__About this exercise__
The entries that follow must be given again exactly, with no pictures kept.

__Records to use__
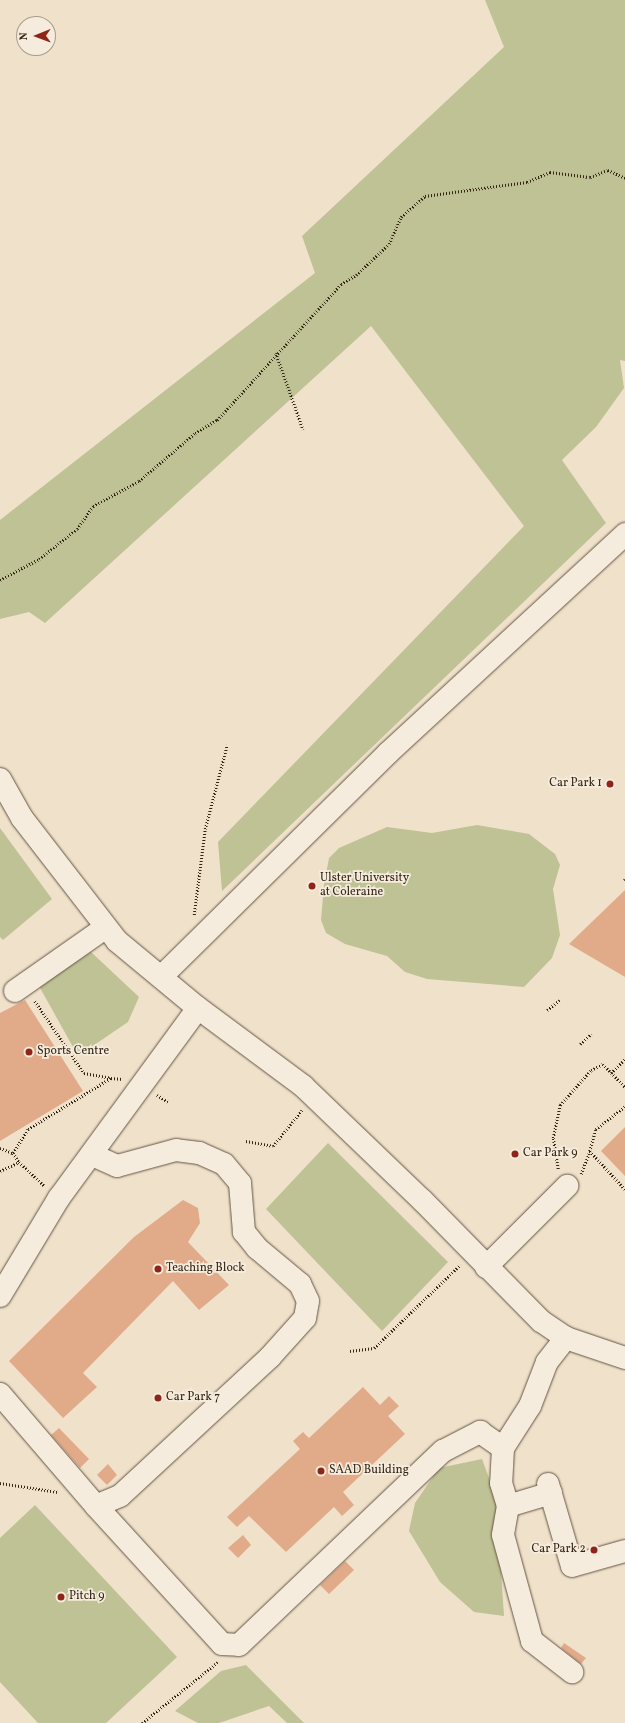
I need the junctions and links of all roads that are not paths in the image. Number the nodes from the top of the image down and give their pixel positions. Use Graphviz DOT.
graph roads {
  1 [pos="625,534"];
  2 [pos="0,779"];
  3 [pos="105,928"];
  4 [pos="161,977"];
  5 [pos="23,994"];
  6 [pos="198,1008"];
  7 [pos="92,1155"];
  8 [pos="564,1181"];
  9 [pos="486,1267"];
  10 [pos="0,1296"];
  11 [pos="566,1338"];
  12 [pos="625,1358"];
  13 [pos="0,1394"];
  14 [pos="504,1448"];
  15 [pos="91,1501"];
  16 [pos="508,1506"];
  17 [pos="625,1551"];
  18 [pos="572,1672"];
  1 -- 4 [label="lane"];
  2 -- 3 [label="lane"];
  3 -- 4 [label="lane"];
  3 -- 5 [label="lane"];
  4 -- 6 [label="lane"];
  6 -- 7 [label="lane"];
  6 -- 9 [label="lane"];
  7 -- 10 [label="lane"];
  7 -- 15 [label="lane"];
  8 -- 9 [label="lane"];
  9 -- 11 [label="lane"];
  11 -- 12 [label="lane"];
  11 -- 14 [label="lane"];
  13 -- 15 [label="lane"];
  14 -- 15 [label="lane"];
  14 -- 16 [label="lane"];
  16 -- 17 [label="lane"];
  16 -- 18 [label="lane"];
}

__Answer section__
I need the junctions and links of all roads that are not paths in the image. Number the nodes from the top of the image down and give their pixel positions. Use Graphviz DOT.
graph roads {
  1 [pos="625,534"];
  2 [pos="0,779"];
  3 [pos="105,928"];
  4 [pos="161,977"];
  5 [pos="23,994"];
  6 [pos="198,1008"];
  7 [pos="92,1155"];
  8 [pos="564,1181"];
  9 [pos="486,1267"];
  10 [pos="0,1296"];
  11 [pos="566,1338"];
  12 [pos="625,1358"];
  13 [pos="0,1394"];
  14 [pos="504,1448"];
  15 [pos="91,1501"];
  16 [pos="508,1506"];
  17 [pos="625,1551"];
  18 [pos="572,1672"];
  1 -- 4 [label="lane"];
  2 -- 3 [label="lane"];
  3 -- 4 [label="lane"];
  3 -- 5 [label="lane"];
  4 -- 6 [label="lane"];
  6 -- 7 [label="lane"];
  6 -- 9 [label="lane"];
  7 -- 10 [label="lane"];
  7 -- 15 [label="lane"];
  8 -- 9 [label="lane"];
  9 -- 11 [label="lane"];
  11 -- 12 [label="lane"];
  11 -- 14 [label="lane"];
  13 -- 15 [label="lane"];
  14 -- 15 [label="lane"];
  14 -- 16 [label="lane"];
  16 -- 17 [label="lane"];
  16 -- 18 [label="lane"];
}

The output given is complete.